The Comment by Paul Verweij and colleagues on diagnosing COVID-19-associated pulmonary aspergillosis was insightful and much needed. We note some unanswered questions and review specific details of the studies cited. Zhang and colleagues note that seven (3%) of 221 patients had co-infection with a fungus; however, there was no discussion regarding which fungi were isolated, nor any supporting evidence of invasive fungal infection (eg, by imaging or antigen testing) or treatment. Alanio and colleagues described nine (33%) of 27 patients admitted to the intensive care unit (ICU) as having invasive aspergillosis. However, only one patient, with concurrent candidaemia (Candida glabrata), received antifungal treatment (voriconazole). Supportive diagnostic criteria, including serum galactomannan and bronchoalveolar lavage galactomannan, were negative in all patients, and no deaths were attributed to invasive fungal infection. Koehler and colleagues described invasive aspergillosis in five (26%) of 19 patients admitted to the ICU; three patients were positive for Aspergillus spp by PCR and galactomannan from a bronchoalveolar lavage sample, one patient grew Aspergillus spp on a tracheal aspirate but was negative for serum galactomannan, and the final patient had positive serum galactomannan with no growth on a tracheal aspirate.
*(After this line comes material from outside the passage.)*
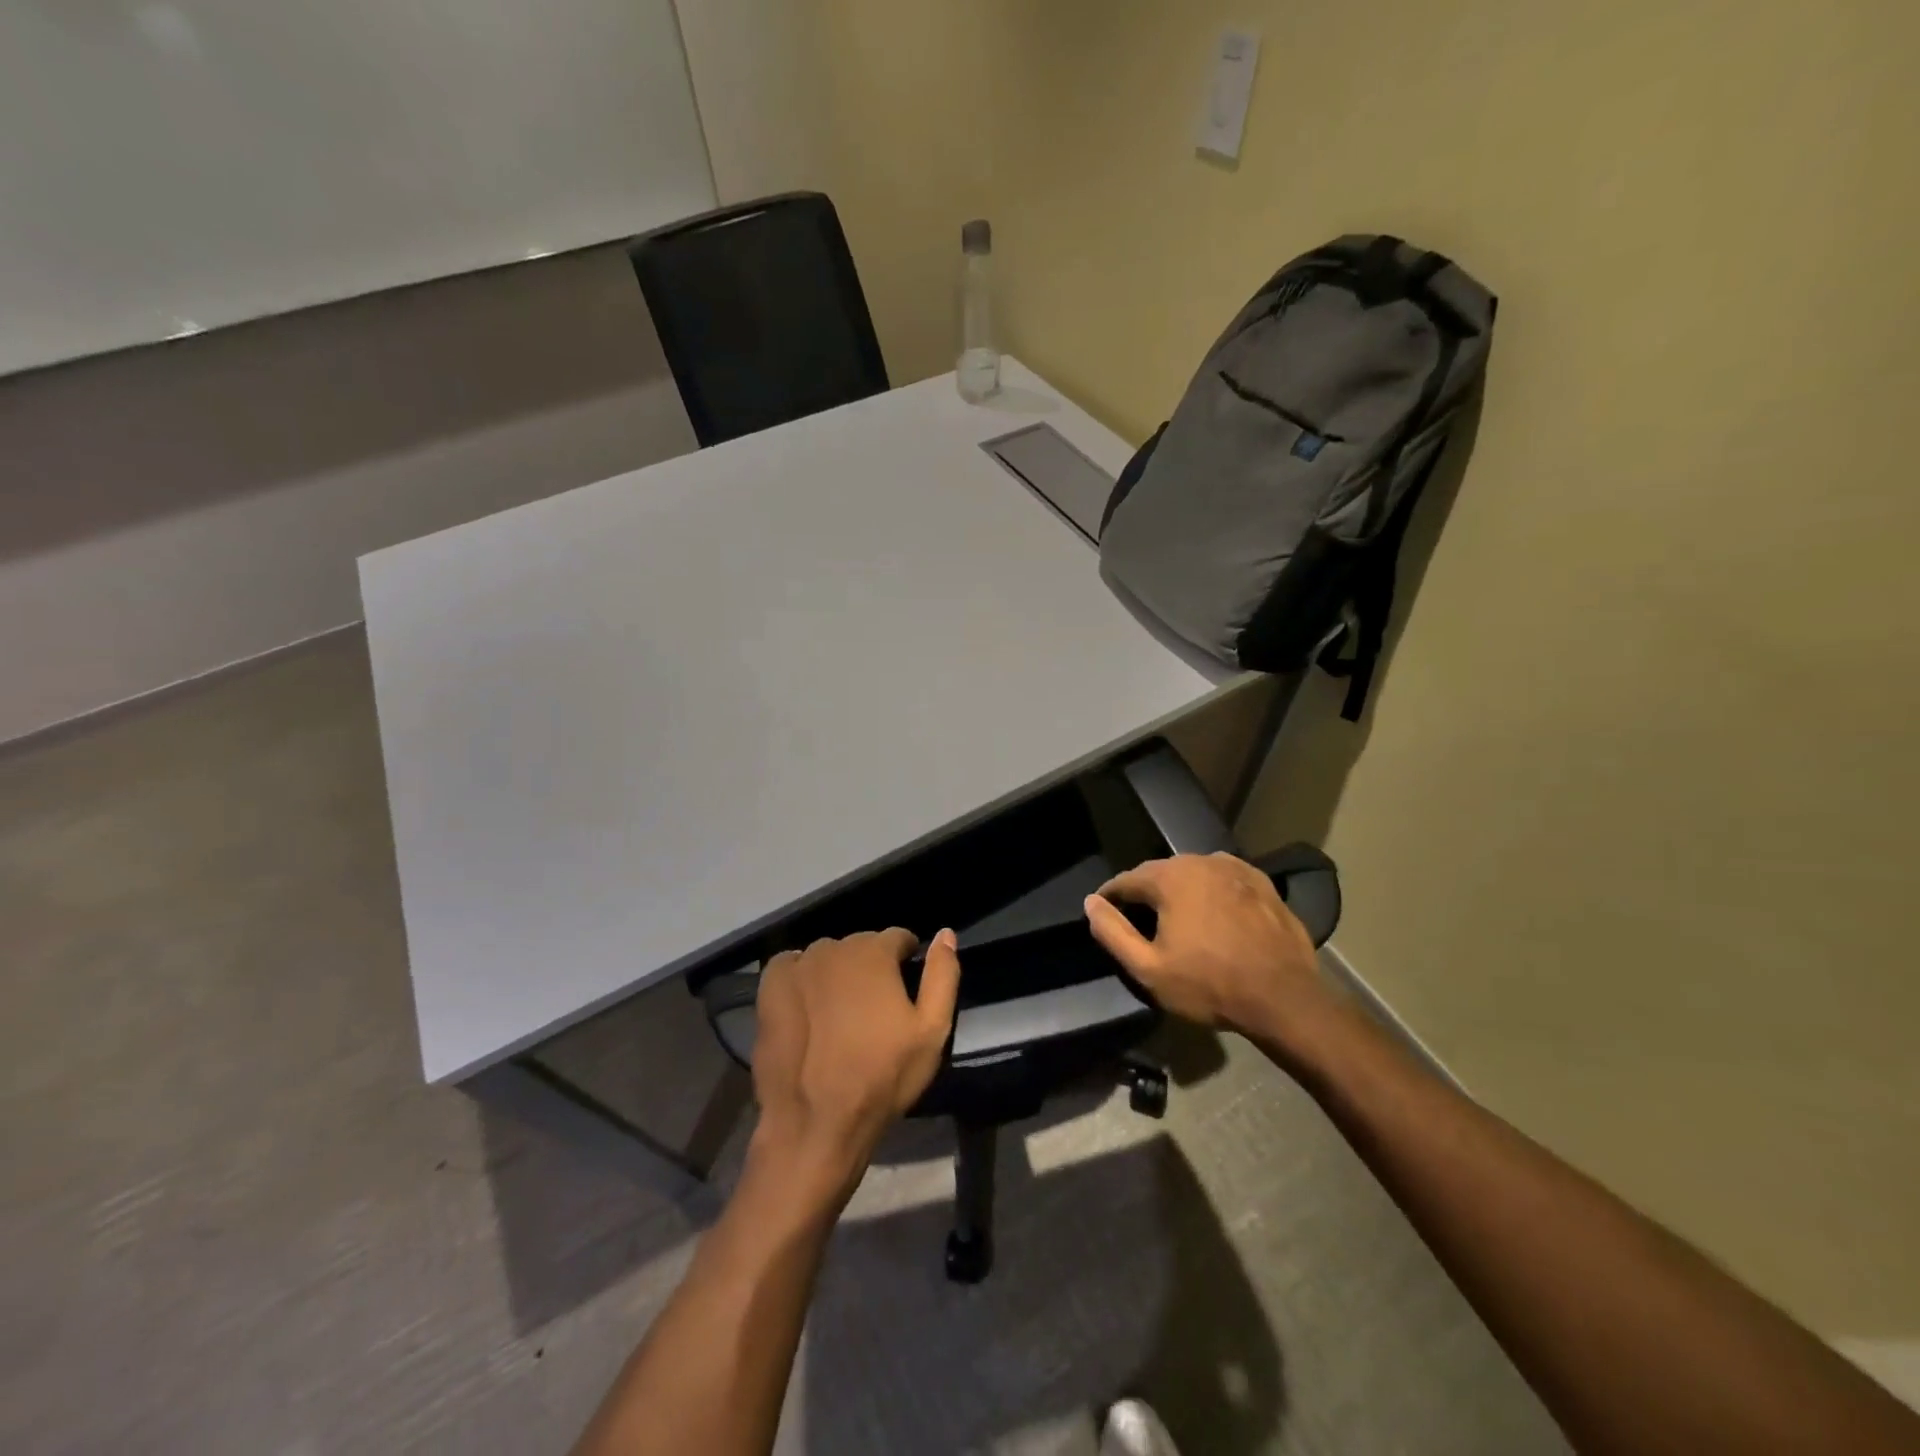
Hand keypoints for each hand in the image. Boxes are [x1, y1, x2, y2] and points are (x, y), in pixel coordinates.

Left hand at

From our experience, if a patient does not respond to broad-spectrum antibacterials in the ICU we suggest the addition of an antifungal, liposomal amphotericin B. This recommendation was extrapolated from seasonal influenza findings in the absence of available COVID-19 epidemiology data. Of those patients admitted to the ICU, 24 (42%) of 57 received liposomal amphotericin B (median treatment of 6 days, range 1–16; Heard KL unpublished). No patients grew fungi from invasive samples, but 12 (50%) had fungi from superficial samples (rectal screening swabs, tracheal aspirates, or sputum); one of which had Aspergillus fumigatus in a sputum sample and 11 grew Candida spp from superficial swabs. 14 (58%) patients who started liposomal amphotericin B had a serum (1,3)-β-D-glucan antigen test: all were negative. The one patient who grew Aspergillus spp had a bronchoalveolar lavage 1 day before the sputum sample, which did not grow a fungus and had negative serum (1, 3)-β-D-glucan and galactomannan. Five (21%) patients developed acute kidney injury in the context of liposomal amphotericin B therapy.

Given our findings among patients with COVID-19, which include a notable incidence of Candida spp, minimal definitive invasive fungal infection, and a potential drug toxicity, we would like to add to the research questions posed by Verweij and colleagues. We suggest COVID-19 fungal research should also explore invasive Candida spp as potential pathogens, the environmental factors (rapid changes to ICU capacity and infrastructure) that might increase the risk of COVID-19-associated pulmonary aspergillosis, and the potential harm of treating unproven invasive aspergillosis.